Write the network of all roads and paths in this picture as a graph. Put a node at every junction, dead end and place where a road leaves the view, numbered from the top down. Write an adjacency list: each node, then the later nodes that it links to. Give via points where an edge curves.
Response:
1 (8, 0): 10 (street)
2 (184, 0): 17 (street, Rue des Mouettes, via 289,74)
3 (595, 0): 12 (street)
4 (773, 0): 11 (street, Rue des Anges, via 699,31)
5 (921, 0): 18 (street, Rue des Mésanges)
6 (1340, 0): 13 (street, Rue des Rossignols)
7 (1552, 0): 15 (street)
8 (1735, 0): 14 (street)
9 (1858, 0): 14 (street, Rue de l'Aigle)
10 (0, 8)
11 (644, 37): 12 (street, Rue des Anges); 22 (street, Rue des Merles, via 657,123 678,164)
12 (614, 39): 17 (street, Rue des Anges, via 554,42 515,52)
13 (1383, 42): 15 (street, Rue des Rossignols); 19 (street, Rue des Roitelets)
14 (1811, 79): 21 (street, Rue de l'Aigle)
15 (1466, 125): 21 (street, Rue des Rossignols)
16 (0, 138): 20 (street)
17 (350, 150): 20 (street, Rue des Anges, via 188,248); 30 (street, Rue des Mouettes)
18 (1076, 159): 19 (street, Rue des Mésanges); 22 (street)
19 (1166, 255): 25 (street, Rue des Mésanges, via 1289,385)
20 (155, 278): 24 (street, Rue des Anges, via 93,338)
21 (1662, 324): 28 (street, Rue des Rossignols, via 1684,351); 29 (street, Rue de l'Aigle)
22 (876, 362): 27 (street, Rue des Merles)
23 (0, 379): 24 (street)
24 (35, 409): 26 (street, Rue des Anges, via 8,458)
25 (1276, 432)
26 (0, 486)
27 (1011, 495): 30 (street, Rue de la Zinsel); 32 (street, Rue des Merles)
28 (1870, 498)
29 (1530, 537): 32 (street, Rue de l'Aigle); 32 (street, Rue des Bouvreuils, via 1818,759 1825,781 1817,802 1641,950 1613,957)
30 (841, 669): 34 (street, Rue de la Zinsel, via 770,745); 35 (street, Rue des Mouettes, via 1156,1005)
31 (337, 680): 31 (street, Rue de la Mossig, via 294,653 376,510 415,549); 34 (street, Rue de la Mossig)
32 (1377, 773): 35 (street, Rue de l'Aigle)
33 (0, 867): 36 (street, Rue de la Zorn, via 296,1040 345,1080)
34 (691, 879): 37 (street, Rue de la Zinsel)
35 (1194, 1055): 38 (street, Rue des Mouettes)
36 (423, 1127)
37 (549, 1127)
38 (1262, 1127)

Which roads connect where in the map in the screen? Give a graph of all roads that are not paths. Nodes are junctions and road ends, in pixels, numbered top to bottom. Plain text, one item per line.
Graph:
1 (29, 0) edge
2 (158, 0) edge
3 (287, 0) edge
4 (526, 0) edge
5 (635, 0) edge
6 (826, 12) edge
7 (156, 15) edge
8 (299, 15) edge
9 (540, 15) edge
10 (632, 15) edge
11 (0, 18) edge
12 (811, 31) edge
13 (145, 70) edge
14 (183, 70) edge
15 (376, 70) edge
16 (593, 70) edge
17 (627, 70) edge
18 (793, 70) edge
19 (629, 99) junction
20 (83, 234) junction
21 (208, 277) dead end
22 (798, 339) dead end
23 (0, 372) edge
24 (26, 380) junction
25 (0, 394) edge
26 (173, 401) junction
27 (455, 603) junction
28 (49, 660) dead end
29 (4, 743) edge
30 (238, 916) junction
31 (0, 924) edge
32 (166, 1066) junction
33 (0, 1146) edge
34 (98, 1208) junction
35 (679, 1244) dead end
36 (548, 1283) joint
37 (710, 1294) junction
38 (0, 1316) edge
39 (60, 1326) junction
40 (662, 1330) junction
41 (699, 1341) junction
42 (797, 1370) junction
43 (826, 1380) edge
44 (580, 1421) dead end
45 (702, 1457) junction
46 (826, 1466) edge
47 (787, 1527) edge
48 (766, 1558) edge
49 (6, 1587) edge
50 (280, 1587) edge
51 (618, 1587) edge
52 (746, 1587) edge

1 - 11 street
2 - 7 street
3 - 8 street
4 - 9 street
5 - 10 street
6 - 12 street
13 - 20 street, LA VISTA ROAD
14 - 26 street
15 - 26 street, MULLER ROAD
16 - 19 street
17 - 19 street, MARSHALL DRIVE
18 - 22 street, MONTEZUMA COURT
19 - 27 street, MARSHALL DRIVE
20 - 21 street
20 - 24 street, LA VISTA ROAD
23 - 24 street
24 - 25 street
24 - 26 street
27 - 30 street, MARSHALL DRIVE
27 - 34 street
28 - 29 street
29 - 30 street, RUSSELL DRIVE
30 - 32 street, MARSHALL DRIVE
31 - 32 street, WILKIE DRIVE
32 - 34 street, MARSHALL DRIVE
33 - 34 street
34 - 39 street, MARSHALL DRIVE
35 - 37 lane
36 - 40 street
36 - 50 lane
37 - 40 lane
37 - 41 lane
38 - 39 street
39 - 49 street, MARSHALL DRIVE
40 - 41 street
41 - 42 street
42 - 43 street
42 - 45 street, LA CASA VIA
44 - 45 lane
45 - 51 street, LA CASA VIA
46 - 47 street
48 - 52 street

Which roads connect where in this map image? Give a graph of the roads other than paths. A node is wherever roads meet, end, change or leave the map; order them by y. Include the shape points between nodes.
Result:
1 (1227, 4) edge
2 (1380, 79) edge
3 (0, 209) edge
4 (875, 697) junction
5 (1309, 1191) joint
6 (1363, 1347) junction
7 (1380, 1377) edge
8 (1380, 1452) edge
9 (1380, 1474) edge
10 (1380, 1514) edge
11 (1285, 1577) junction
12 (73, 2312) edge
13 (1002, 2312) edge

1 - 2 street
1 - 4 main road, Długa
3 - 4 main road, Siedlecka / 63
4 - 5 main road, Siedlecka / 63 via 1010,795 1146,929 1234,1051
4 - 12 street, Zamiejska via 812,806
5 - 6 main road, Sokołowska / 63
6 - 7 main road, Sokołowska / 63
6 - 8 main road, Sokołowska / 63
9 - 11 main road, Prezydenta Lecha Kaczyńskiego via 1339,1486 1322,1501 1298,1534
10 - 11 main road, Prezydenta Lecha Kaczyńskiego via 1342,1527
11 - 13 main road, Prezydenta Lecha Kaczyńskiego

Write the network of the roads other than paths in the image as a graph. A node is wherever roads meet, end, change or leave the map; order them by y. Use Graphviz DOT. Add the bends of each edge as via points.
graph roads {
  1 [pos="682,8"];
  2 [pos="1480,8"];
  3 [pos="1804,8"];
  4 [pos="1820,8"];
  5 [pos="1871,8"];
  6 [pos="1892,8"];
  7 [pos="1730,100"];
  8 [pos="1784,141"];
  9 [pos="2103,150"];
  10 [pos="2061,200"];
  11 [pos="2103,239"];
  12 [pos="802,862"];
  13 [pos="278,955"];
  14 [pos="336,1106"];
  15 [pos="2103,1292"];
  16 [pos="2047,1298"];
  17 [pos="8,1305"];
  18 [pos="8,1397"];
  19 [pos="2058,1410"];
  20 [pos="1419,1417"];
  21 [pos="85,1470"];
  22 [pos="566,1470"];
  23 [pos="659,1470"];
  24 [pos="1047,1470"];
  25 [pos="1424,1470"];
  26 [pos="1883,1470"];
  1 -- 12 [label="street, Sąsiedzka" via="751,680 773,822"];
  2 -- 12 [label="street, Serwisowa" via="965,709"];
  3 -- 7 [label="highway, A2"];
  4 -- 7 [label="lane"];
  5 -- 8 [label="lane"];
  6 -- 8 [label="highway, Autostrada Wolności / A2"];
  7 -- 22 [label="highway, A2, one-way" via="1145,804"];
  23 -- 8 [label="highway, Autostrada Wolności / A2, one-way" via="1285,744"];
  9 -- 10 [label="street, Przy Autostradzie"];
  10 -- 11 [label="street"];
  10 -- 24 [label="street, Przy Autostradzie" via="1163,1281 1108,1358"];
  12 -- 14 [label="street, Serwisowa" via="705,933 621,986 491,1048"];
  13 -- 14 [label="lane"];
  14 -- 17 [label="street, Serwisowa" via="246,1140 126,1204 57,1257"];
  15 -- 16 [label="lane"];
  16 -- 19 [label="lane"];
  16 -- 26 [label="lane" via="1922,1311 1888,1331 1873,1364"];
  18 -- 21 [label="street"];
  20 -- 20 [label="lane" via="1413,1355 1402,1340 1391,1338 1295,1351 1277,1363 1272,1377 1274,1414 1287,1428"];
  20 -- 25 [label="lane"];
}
------
EXERCISE DESCRIPTION: Look through the material and find each line that includes "CASA", then copy it.

RESPONSE:
42 - 45 street, LA CASA VIA
45 - 51 street, LA CASA VIA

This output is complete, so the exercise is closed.